== Task to carry out ==
For the entries below, state how many lines contain the word "Alix" and add nothing else.

Items from a data source
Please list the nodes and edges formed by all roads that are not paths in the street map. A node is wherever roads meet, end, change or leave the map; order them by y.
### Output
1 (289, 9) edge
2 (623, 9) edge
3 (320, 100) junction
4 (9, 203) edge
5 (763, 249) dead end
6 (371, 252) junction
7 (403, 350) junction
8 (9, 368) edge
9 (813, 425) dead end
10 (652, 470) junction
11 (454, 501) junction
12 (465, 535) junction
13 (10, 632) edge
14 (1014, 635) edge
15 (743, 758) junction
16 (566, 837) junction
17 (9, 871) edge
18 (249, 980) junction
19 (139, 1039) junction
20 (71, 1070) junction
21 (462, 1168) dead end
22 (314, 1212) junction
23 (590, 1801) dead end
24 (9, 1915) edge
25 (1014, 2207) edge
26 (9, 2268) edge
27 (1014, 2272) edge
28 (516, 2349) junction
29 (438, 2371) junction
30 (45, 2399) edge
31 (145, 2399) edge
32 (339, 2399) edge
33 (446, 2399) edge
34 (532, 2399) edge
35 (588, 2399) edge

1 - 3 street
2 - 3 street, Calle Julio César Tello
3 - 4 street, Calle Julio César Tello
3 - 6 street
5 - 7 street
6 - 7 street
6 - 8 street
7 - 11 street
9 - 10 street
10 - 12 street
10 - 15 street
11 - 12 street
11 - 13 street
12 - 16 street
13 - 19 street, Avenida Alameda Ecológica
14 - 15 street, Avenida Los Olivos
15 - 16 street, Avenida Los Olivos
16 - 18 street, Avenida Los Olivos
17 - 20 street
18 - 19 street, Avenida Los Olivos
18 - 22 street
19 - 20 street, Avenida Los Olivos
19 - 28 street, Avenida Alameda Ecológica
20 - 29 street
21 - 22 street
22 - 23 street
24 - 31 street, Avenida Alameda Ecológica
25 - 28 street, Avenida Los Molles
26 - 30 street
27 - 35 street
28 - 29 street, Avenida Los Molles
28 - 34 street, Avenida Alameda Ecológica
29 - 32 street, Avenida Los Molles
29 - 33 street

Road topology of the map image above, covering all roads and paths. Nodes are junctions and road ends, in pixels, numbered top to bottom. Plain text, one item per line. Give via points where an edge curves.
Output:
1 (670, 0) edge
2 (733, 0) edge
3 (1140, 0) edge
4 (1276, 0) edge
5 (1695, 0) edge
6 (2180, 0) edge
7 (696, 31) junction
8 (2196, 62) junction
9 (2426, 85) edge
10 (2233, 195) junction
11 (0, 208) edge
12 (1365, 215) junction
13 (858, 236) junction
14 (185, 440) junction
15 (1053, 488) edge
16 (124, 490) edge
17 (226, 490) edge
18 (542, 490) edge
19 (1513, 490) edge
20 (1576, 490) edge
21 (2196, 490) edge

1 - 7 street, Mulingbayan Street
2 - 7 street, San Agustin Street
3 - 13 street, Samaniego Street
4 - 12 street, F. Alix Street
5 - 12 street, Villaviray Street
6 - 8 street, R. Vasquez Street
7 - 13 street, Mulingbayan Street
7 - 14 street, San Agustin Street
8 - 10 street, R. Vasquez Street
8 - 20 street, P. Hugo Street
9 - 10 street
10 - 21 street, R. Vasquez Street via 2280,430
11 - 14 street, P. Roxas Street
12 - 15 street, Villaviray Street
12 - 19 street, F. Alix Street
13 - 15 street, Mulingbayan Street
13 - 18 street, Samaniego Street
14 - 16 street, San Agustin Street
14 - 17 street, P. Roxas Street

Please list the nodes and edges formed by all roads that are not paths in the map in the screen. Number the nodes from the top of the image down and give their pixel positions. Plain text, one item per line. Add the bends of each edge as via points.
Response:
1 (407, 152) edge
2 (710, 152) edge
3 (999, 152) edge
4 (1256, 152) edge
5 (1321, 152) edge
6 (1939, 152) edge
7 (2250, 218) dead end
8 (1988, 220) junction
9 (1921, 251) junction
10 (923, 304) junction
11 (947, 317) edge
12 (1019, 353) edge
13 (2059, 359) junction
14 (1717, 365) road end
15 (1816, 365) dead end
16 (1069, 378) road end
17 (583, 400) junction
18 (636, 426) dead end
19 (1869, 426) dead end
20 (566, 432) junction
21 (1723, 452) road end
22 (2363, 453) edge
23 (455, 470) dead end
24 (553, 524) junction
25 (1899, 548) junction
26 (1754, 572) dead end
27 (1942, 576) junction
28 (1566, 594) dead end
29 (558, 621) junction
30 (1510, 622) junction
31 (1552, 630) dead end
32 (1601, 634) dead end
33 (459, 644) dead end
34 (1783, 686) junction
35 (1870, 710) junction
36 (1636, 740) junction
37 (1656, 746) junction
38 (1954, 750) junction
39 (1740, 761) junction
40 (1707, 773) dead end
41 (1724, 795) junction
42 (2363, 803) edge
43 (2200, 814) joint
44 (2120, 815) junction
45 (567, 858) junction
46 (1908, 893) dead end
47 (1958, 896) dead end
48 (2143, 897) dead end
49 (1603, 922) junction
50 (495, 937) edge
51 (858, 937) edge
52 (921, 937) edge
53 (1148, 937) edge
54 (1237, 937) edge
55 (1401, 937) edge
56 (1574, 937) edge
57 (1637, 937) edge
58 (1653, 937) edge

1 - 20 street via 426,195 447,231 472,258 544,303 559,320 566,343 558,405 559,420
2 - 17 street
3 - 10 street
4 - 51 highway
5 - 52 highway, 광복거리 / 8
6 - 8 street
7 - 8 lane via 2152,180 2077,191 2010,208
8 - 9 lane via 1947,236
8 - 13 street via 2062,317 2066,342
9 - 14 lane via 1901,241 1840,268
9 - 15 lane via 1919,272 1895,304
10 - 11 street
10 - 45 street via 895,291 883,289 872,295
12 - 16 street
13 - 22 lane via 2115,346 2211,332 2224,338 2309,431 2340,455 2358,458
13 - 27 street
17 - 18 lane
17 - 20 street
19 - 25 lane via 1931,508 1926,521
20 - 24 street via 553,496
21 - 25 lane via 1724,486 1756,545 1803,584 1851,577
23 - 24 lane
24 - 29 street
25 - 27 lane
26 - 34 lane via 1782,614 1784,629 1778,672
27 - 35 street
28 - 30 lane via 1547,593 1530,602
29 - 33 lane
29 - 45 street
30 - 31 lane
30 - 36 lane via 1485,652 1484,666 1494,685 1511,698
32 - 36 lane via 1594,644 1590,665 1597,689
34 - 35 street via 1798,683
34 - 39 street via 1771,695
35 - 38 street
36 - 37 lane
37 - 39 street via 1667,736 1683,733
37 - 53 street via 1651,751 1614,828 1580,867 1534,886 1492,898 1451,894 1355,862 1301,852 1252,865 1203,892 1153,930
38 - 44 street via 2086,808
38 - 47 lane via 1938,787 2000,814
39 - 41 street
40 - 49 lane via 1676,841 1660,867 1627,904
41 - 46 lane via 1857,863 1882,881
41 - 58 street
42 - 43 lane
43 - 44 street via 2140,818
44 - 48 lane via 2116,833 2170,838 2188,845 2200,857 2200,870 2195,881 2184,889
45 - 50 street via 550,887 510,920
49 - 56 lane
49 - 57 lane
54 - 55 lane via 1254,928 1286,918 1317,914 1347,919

== Your solution ==
2